What we learn from the Taseer Assassination is that we have a long way to go as far as attaining civil rights is concerned. We have also learned that none of that would have happened if Pakistan had a secular constitution. We can prevent many more assassinations of brave persons like Taseer who would stand up against religious fanaticism if only we make a few adjustments in our textbook ruling the state, so that at least the state would offer protection to the persecuted.

But what has changed since Taseer’s assassination? Nothing. Actually, his assassin was garlanded. Asia Bibi is still in prison and perhaps it is better this way unless she finds asylum in a safe place where her life is not threatened. The Pakistani state seems least bothered about the Blasphemy Law, the persecution of the minorities and religious fanaticism. It is up to the Pakistani youth and teachers to take on this challenge and to propagate humanitarian values in the society.
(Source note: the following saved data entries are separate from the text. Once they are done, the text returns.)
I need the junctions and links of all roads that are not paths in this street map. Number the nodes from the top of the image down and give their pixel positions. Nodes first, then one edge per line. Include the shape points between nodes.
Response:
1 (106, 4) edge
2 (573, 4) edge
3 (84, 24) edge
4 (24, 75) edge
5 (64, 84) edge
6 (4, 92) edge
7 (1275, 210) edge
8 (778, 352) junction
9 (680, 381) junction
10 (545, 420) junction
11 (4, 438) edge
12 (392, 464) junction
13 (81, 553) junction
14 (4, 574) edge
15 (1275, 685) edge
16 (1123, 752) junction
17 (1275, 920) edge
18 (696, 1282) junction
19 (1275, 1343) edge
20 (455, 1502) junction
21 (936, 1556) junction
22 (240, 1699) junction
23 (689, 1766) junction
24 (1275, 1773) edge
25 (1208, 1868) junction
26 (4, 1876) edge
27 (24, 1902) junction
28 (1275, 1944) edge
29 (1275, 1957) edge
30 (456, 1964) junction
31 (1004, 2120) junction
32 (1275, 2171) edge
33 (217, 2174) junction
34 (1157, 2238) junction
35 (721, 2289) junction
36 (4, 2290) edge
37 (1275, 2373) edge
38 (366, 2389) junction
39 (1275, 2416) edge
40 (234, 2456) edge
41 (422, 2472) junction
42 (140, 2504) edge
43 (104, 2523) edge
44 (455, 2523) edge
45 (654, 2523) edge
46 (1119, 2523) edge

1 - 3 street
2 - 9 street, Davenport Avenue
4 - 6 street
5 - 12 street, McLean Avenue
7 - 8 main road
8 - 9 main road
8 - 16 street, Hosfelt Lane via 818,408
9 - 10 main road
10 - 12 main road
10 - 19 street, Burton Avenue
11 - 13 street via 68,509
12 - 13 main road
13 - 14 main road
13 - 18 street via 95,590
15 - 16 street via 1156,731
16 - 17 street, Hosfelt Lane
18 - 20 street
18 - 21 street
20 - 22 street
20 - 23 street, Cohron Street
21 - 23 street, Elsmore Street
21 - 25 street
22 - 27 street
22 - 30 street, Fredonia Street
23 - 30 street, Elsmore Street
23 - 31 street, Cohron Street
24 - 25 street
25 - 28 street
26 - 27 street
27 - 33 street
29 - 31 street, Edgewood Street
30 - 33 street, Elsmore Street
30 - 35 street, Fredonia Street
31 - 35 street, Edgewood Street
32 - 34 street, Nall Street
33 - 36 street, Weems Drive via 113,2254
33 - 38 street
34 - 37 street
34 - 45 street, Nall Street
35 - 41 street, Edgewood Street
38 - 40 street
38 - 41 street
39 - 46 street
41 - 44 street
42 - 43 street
The actual motive behind Taseer’s assassination can be debated but not most people’s insensitivity. Actually why be shocked if the assassin of Salman Taseer is showered with petals and hailed as a hero. That is all what we have taught our people and expecting them to act otherwise would be just like expecting a field of wheat when you have sown the seeds of poppy. When religious beliefs begin to overshadow humanitarian values, far worse things can happen. So what have we learned?

Maybe said a thousand times before.

The answer lies in humanitarian education and a bit of courage to question the absurdities of religion.

The answer lies not in despising people, but connecting to them.